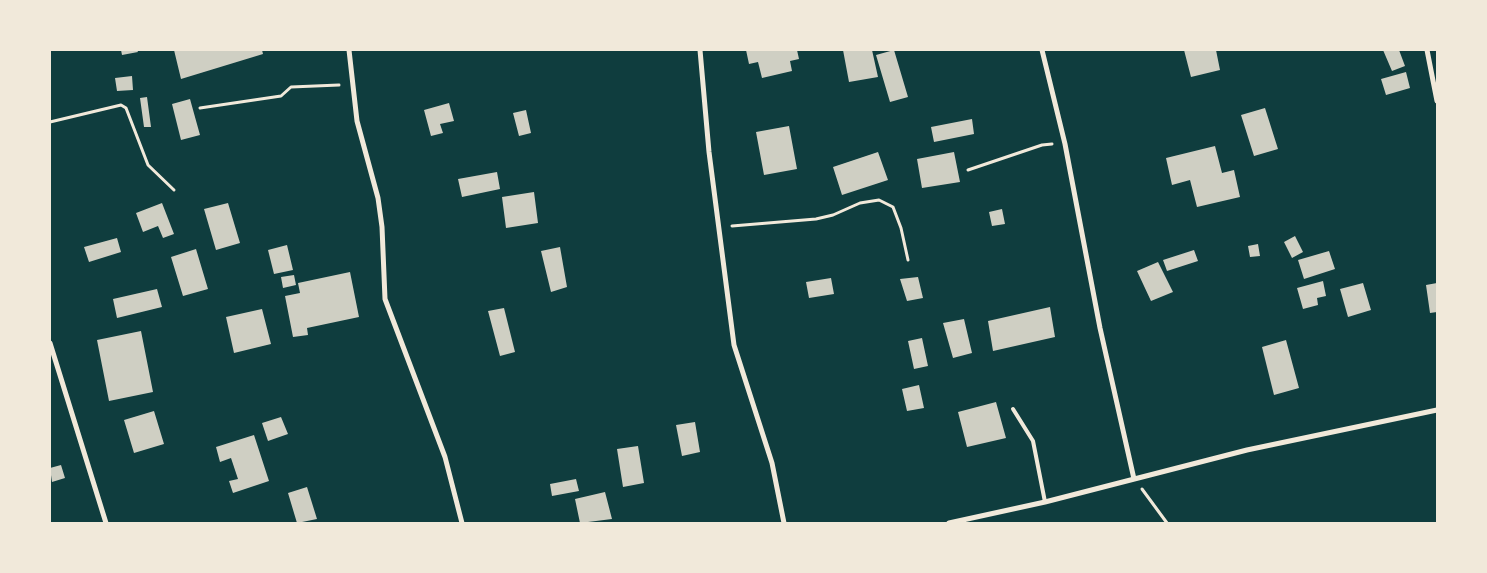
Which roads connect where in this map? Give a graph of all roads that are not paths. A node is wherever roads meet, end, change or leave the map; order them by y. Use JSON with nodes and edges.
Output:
{"nodes":[{"id":1,"x":349,"y":50,"type":"edge"},
{"id":2,"x":700,"y":50,"type":"edge"},
{"id":3,"x":1042,"y":50,"type":"edge"},
{"id":4,"x":1427,"y":50,"type":"edge"},
{"id":5,"x":1437,"y":101,"type":"edge"},
{"id":6,"x":50,"y":343,"type":"edge"},
{"id":7,"x":1013,"y":409,"type":"dead end"},
{"id":8,"x":1437,"y":410,"type":"edge"},
{"id":9,"x":1134,"y":479,"type":"junction"},
{"id":10,"x":1046,"y":502,"type":"junction"},
{"id":11,"x":106,"y":523,"type":"edge"},
{"id":12,"x":462,"y":523,"type":"edge"},
{"id":13,"x":784,"y":523,"type":"edge"},
{"id":14,"x":949,"y":523,"type":"edge"}],
"edges":[{"from":1,"to":12,"type":"street"},
{"from":2,"to":13,"type":"street"},
{"from":3,"to":9,"type":"street"},
{"from":4,"to":5,"type":"street"},
{"from":6,"to":11,"type":"street"},
{"from":7,"to":10,"type":"lane"},
{"from":8,"to":9,"type":"street"},
{"from":9,"to":10,"type":"street"},
{"from":10,"to":14,"type":"street"}]}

## Activity
The reply should contain every line of the material exactly, and no images.

## Result for this task
Which roads connect where in this map? Give a graph of all roads that are not paths. A node is wherever roads meet, end, change or leave the map; order them by y. Use JSON with nodes and edges.
Output:
{"nodes":[{"id":1,"x":349,"y":50,"type":"edge"},
{"id":2,"x":700,"y":50,"type":"edge"},
{"id":3,"x":1042,"y":50,"type":"edge"},
{"id":4,"x":1427,"y":50,"type":"edge"},
{"id":5,"x":1437,"y":101,"type":"edge"},
{"id":6,"x":50,"y":343,"type":"edge"},
{"id":7,"x":1013,"y":409,"type":"dead end"},
{"id":8,"x":1437,"y":410,"type":"edge"},
{"id":9,"x":1134,"y":479,"type":"junction"},
{"id":10,"x":1046,"y":502,"type":"junction"},
{"id":11,"x":106,"y":523,"type":"edge"},
{"id":12,"x":462,"y":523,"type":"edge"},
{"id":13,"x":784,"y":523,"type":"edge"},
{"id":14,"x":949,"y":523,"type":"edge"}],
"edges":[{"from":1,"to":12,"type":"street"},
{"from":2,"to":13,"type":"street"},
{"from":3,"to":9,"type":"street"},
{"from":4,"to":5,"type":"street"},
{"from":6,"to":11,"type":"street"},
{"from":7,"to":10,"type":"lane"},
{"from":8,"to":9,"type":"street"},
{"from":9,"to":10,"type":"street"},
{"from":10,"to":14,"type":"street"}]}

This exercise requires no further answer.